I don't know all of the formulas you use your sheet, but I thought this one might find a place. If it helps, great!

Alexis Smolensk said...

Hi Taren,

Some of the questions you ask can be answered by this new blog I've started: Tao's Work.

The gray lines are borders; thicker lines, between nations, thinner gray lines, between provinces.

The hex map was built by making one exact hex and then duplicating it and fitting it to the next hex, until I had the whole map made. You can find a link to the publisher hex map I use on my Wiki and on the Tao's Work blog above.

I plot the cities. I made a video Sunday about plotting coastlines; that should give you an idea of how I plot cities. I'm going to do a video showing city plotting soon (in Spain).

I'll see what I can do to address the subject of using the maps in a game.

I have been using a hex generator to get grittier with maps. You can find those posts under Hex Generation 2.0 (on the sidebar). Most of the time I just use Google and my imagination to get more detailed (then drawing diagrams/small maps on the fly of streets, castles, hillsides, etc).

I could fix the distance calculator as you say. Would be very easy. Perhaps I will.



John MacKenzie said...

Hi Alexis,

While watching the "Trade Video, Part 1", I was wondering how you would handle the following situation:

Suppose you had a particularly entrepreneurial player who starts producing a commodity in a region which would not have been producing the product during 1650 in the real world and for which no reference exists in that part of the world in your trade tables. Would you add a reference to the region once production reached a certain level?
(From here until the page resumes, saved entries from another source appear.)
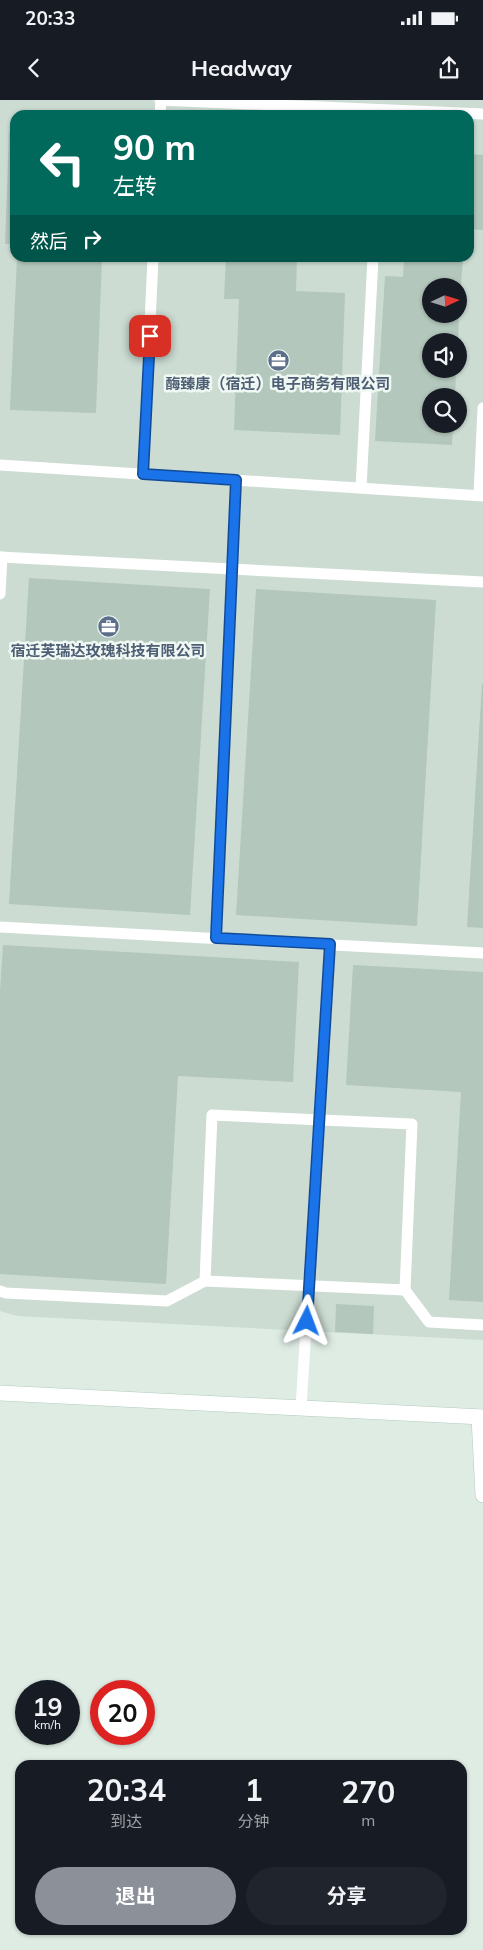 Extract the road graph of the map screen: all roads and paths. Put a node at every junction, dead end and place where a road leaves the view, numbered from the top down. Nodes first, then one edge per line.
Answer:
1 (160, 100) edge
2 (343, 110) edge
3 (154, 262) edge
4 (372, 262) edge
5 (483, 408) edge
6 (0, 465) edge
7 (143, 474) junction
8 (236, 480) junction
9 (360, 488) junction
10 (481, 495) edge
11 (1, 557) edge
12 (232, 569) junction
13 (483, 582) edge
14 (0, 594) edge
15 (0, 927) edge
16 (216, 938) junction
17 (330, 944) junction
18 (483, 953) edge
19 (319, 1120) junction
20 (205, 1281) junction
21 (309, 1286) junction
22 (405, 1290) junction
23 (0, 1291) edge
24 (483, 1325) edge
25 (0, 1393) edge
26 (302, 1408) junction
27 (481, 1417) edge
28 (483, 1495) edge

1 - 2 lane
3 - 7 lane
4 - 9 lane
5 - 10 lane
6 - 7 lane
7 - 8 lane
8 - 9 lane
8 - 12 lane
9 - 10 lane
11 - 12 lane
11 - 14 lane
12 - 13 lane
12 - 16 lane
15 - 16 lane
16 - 17 lane
17 - 18 lane
17 - 19 lane
19 - 20 lane
19 - 21 lane
19 - 22 lane
20 - 21 lane
20 - 23 lane
21 - 22 lane
21 - 26 lane
22 - 24 lane
25 - 26 street
26 - 27 street
27 - 28 street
I'm thinking this could happen with certain spices.

Cheers,
John MacKenzie

Alexis Smolensk said...

I encourage that, John! I think that would be great.

It would depend on the actual resource/service/industry in question. Since my data comes from a 1952 encyclopedia and not wikipedia, there are plenty of possibilities for mineral wealth of a completely different type than my trade table would show. Obviously, if it were animals or vegetable matter, it would have to fit the climate/region. If it was an industry, they'd have to be concerned about the source - fuel + iron to make weapons, etc.

Expertise should matter as well. You can't just make swords if you don't know how to puddle metal or make weapons. On the whole, you'd expect the players to have to choke up a starting capital that would be a challenge; and they'd have to sort out the existing competition's resentment ... but if they choose right, they might just make something no one in the region has, and be loved for it.

My trade system could add the new reference so easily it hurts.